Saturday, 22 October 2016

Five to Five Thousand Challenge - Ian Dingwall

This week's Five to Five Thousand Challenge is taken by Ian Dingwall. He's the senior writer for Elite: Dangerous (the game I work on as my day job) and looks after the GalNet news site for the game. He's also working on that elusive first novel! You can find out more about Elite: Dangerous here: www.elitedangerous.com


In Five Years

I think climate change will become an even more pertinent issue, but whether this will spur on efforts to find a solution is another matter. As the issue becomes harder to ignore, the challenge will not be convincing world powers to take action, but finding a way to act together, as a global society, to tackle the issue.

It seems safe to assume that technology will remain a central part of our lives, but I can’t help but wonder if a proportion of people might start to spurn technology, if only to set themselves apart socially.

Many current trends will continue into the near future, I suspect, including the continued rise of monopolistic conglomerates and the technological facilitation of everyday activities and transactions (like using your debit card to swipe through the Tube, for example); the little things that are slowly transforming the world around us.

In Fifty Years

I imagine by this point we’ll have reached a critical juncture with regard to the environment. Assuming a scenario in which climate change is more severe than at present, there will presumably be some advocating off-world colonisation. Whether or not such ideas are perceived as viable will depend to an extent on how much funding has been channelled into space exploration in the intervening years. Meanwhile, global overpopulation will continue to be a significant issue. Resources will dwindle and disease will almost certainly become more prevalent, not least due to the emergence of new antibiotic-resistant bacteria.

On a more positive note, I think electric cars will almost certainly have become commonplace, and perhaps even self-driven cars. Personally, I’d love to see a transport system like the one depicted in Minority Report – reliable, safe, and environmentally sound.

Generally speaking, we have a compulsion to move away from the values and conventions of our forebears. The self-centric values of the 1980s were in some respects a reaction to the utopian idealism of the 1960s and 1970s, so in societal terms I think we’ll see the emergence of a more reflective and less superficial culture in the next fifty years.

In five hundred years

When it comes to the far future, it’s tempting to imagine that the issues facing the present will have been overcome. If I’m optimistic about the future, it’s an optimism born of pragmatism – after all, the challenges facing us in the present are so significant, in five hundred years humanity will surely either have overcome them or perished.

I think in the next 500 years it could become possible to transfer a human consciousness into a computer, giving rise to an age of transhumanism. Naturally, such a development would have a transformative effect on civilisation. Would we embrace such a future, or would we find the reality of a non-biological existence abhorrent?
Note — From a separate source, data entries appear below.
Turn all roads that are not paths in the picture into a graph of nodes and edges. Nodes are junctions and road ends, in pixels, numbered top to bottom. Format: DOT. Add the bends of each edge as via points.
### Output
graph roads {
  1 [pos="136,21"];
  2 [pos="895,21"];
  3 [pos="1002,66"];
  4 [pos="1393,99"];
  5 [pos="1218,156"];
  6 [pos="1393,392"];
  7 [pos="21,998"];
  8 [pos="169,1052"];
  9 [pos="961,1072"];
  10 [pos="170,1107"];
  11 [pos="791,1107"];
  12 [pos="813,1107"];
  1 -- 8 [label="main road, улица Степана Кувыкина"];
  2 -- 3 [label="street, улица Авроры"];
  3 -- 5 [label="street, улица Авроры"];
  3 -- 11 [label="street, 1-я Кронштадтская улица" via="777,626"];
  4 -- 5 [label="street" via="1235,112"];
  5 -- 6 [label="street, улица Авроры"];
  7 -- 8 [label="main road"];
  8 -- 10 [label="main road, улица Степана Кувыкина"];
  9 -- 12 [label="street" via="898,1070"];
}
The development of artificial intelligence, which could also feasibly take place within the next 500 years, would be no less transformative, and raise just as many social and ethical questions. Personally, I lean towards the optimistic and assume that an artificial intelligence of our own creation wouldn’t perceive us as an enemy...although that’s not to suggest it would regard us benevolently, either.

In five thousand years

Since we’re now firmly in crystal ball territory, I’ll be a little less reserved in my predictions.

In five thousand years I think we could be sharing our solar system with a second, non-biological society – one that emerged from our experiments with artificial intelligence. Or perhaps this society, unhindered by biological constraints, will have set off into space, leaving us behind. Alternatively, biological life might have died out entirely – the result of either a cosmic catastrophe or a disaster of our own making. Our species might exist only in a transhuman state, in which case we too would be free to set off into space.

I think we’ll be less enthusiastic about space colonisation than we might currently imagine. Human beings will always need a connection to the natural world, I suspect – to see a blue sky overhead and feel the rain on their cheeks – and may baulk at the idea of living in space stations and off-world outposts.

But perhaps I’m simply being unimaginative. Perhaps terraforming will have become a reality, and we’ll be able to walk through fields of verdant grass on Mars. Only time will tell.